Series as multipart pieces with regulated changes
Funded by the AHRC through its Fellowships scheme (October 2010 – June 2011)
(AHRC, 2010-11), James Saunders
The research aims to establish a set of principles which govern the structure and application of multipart series in music and visual art. The idea of a series in this context is best defined by Sol LeWitt, who states
‘Serial compositions are multipart pieces with regulated changes. The differences between the parts are the subject of the composition. If some parts remain constant it is to punctuate the changes …The autonomous parts are units, rows, sets, or any logical division that would be read as a complete thought.

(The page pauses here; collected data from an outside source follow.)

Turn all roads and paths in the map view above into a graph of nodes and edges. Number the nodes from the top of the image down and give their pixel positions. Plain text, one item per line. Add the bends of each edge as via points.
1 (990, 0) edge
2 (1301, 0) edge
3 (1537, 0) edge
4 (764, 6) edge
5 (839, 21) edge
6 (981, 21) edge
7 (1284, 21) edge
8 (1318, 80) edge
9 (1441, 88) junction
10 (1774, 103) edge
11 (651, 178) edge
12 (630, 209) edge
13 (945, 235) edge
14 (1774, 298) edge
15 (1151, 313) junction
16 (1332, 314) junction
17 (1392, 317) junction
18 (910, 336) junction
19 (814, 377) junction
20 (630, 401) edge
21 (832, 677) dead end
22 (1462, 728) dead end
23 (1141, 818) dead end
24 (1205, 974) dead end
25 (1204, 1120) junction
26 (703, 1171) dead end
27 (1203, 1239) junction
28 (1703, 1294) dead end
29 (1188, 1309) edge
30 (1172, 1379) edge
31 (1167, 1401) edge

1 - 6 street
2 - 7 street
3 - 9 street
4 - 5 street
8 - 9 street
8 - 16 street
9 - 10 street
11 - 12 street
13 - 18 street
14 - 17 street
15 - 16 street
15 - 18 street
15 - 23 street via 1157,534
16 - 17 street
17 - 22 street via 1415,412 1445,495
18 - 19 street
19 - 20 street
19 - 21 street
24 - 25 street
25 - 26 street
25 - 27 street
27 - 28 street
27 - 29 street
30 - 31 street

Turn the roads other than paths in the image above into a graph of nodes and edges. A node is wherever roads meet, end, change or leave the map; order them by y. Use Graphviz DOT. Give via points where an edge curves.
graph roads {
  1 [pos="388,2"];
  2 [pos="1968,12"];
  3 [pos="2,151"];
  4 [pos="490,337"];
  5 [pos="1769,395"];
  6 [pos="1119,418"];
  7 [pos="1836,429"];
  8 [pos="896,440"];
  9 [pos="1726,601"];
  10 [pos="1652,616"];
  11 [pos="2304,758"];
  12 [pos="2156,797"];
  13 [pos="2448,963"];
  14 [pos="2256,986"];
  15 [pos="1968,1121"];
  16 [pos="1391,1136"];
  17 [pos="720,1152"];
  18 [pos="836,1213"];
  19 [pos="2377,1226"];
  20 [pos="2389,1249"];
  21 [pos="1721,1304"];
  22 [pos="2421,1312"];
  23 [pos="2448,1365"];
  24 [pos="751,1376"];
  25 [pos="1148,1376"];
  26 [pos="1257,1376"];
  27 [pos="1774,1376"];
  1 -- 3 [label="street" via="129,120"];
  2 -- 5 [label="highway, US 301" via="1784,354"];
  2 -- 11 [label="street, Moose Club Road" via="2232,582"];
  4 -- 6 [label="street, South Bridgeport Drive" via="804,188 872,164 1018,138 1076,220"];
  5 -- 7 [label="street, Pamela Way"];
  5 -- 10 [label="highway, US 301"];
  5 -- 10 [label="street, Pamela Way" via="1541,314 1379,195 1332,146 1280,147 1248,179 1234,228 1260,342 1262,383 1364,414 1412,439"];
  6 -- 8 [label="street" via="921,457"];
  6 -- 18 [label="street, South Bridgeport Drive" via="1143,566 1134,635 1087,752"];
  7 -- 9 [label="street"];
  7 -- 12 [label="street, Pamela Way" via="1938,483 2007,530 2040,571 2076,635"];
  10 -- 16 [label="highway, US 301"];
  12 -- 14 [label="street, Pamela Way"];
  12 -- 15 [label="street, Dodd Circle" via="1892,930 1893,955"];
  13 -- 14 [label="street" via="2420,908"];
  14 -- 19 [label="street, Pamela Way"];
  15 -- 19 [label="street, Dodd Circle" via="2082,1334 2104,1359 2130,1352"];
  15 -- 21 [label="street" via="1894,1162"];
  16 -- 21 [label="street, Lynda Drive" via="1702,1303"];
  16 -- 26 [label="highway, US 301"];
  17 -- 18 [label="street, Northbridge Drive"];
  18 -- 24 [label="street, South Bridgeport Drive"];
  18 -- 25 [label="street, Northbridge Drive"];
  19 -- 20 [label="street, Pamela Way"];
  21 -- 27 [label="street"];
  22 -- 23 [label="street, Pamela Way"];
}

The series would be read by the viewer in a linear or narrative manner even though in its final form many of these sets would be operating simultaneously, making comprehension difficult.’
“Through examining the work of these composers and artists, the aim of the project is to establish a set of principles that are common to their serial work.”
This approach has become central to various bodies of visual art since the 1960s, particularly monochrome and colour-field painting, some conceptual art, and minimalism in its various forms. Within music, it is most evident in the work of the central European and American Wandelweiser group of composers.Founded by Antoine Beuger and Burkhard Schlothauer in 1992, Wandelweiser have defined a clear aesthetic whose resonance has been critical to a continued exploration of new compositional ground internationally over the past decade. Their work is distinctive and makes few compromises: it deals with extremes and archetypes. Schlothauer summarises the characteristics of the Wandelweiser composers’ work succinctly in his essay ‘Etwas über Wandelweiser’, saying that their music is generally very quiet and that silence has a large share of the often extended performance durations. Generally there is little conventional drama and the presentation of sound material is very clear: harmony, rhythm and melody play either a subordinate role or none at all. These composers also make frequent reference to the work of visual artists. In Beuger’s work for example, the series [first – fourth] music for marcia hafif(1994-2002) draws on the serial structure of Hafif’s monochromes. Most of Hafif’s work is in series, some complete and some ongoing. For example, herExtended Gray Scale (1972-3) comprised 105 ordered grey paintings and was complete when she felt she was unable to distinguish a new shade of grey. Other artists whose work underpins this study include Sol LeWitt, whose series of wall drawings have informed my own compositional approach to interlinked pieces, and Carl Andre, whose floor sculptures represent, alongside Dan Flavin’s neon light work, perhaps the most consistent extended application of modularity.
Through examining the work of these composers and artists, the aim of the project is to establish a set of principles that are common to their serial work. These will be articulated through a journal article and edited volume of Contemporary Music Review, focusing on the Wandelweiser composers (the first major study in English), and a series of composition projects resulting in pieces for Basel Sinfonietta, [rout], and Simon Limbrick. These compositions will focus on the further expansion of Saunders’ existing series, and the development of new ones, both of which will be informed by the parallel musicological research. Specifically, the criteria determined by the analysis of other work will shape some of his decision-making when planning new multipart work: it is the nature of this mode of working that decisions made at the macro-level have major ramifications for later development of sub-pieces. The two ensemble pieces will be related as part of a new series that emerges from the principles determined through the contextual research, and which is informed by his current series and earlier modular piece #[unassigned]. The research will therefore benefit practitioners, musicologists and art theorists with an interest in serial and modular structures, and audiences seeking to engage with these concepts and work.